Santrock, John W. (2008). Motor, Sensory, and Perceptual Development.
"Most humans (say 70 percent to 95 percent) are right-handed, a minority (say 5 percent to 30 percent)
are left-handed, and an indeterminate number of people are probably best described as ambidextrous."
Scientific American. www.scientificamerican.com
One of the robots is charged with a simple task:
to join a sequence of strings into one sentence to produce instructions
on how to get around the ship.
But this robot is left-handed and has a tendency to joke around and confuse its right-handed friends.
You are given a sequence of strings.
You should join these strings into a chunk of text where the initial strings are separated by commas.

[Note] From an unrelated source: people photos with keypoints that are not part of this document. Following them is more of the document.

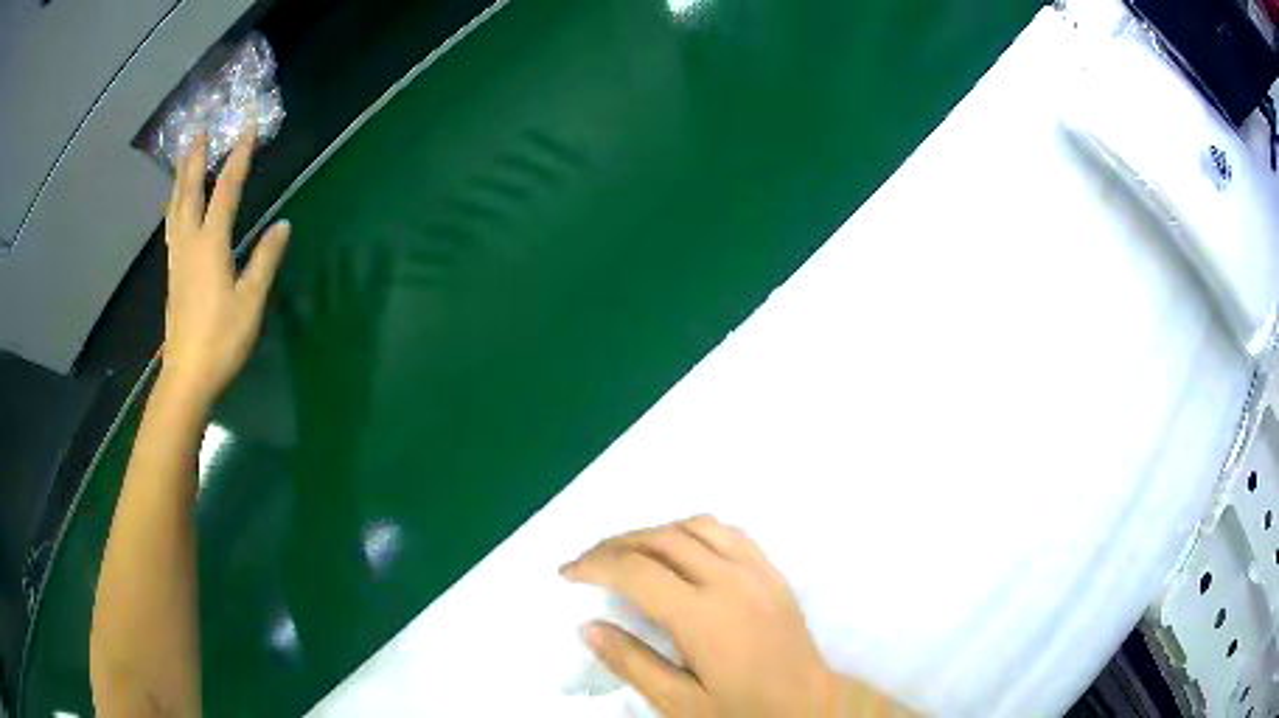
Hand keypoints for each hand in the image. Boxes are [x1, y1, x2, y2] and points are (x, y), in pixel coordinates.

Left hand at [160, 128, 290, 407]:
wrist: (187, 376)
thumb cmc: (221, 340)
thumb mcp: (251, 302)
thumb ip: (265, 260)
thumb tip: (283, 224)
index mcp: (211, 245)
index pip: (226, 191)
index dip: (238, 158)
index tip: (247, 128)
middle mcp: (190, 243)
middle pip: (190, 192)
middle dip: (195, 159)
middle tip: (198, 129)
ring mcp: (177, 259)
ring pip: (176, 209)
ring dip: (180, 178)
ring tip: (183, 157)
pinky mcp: (173, 275)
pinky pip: (172, 227)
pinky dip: (175, 205)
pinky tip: (176, 206)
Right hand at [561, 516, 902, 716]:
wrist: (811, 706)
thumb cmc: (744, 711)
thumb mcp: (681, 704)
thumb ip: (633, 663)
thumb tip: (589, 627)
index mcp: (703, 616)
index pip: (635, 572)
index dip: (593, 566)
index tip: (566, 573)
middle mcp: (731, 580)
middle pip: (662, 539)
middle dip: (616, 544)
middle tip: (587, 562)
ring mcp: (758, 571)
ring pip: (696, 526)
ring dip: (654, 532)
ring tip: (628, 554)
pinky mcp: (774, 573)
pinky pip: (729, 533)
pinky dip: (693, 531)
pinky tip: (682, 552)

As a joke on the right handed robots, you should replace all cases of the words "right" with the word "left",
even if it's a part of another word. All strings are given in lowercase.
Input: A sequence of strings (str).
Output: The text as a comma-separated string (str).
Examples:
assert left_join(("left", "right", "left", "stop")) == "left,left,left,stop"
assert left_join(("bright aright", "ok")) == "bleft aleft,ok"
assert left_join(("brightness wright",)) == "bleftness wleft"
assert left_join(("enough", "jokes")) == "enough,jokes"
How it is used:
This is a simple example of operations using strings and sequences.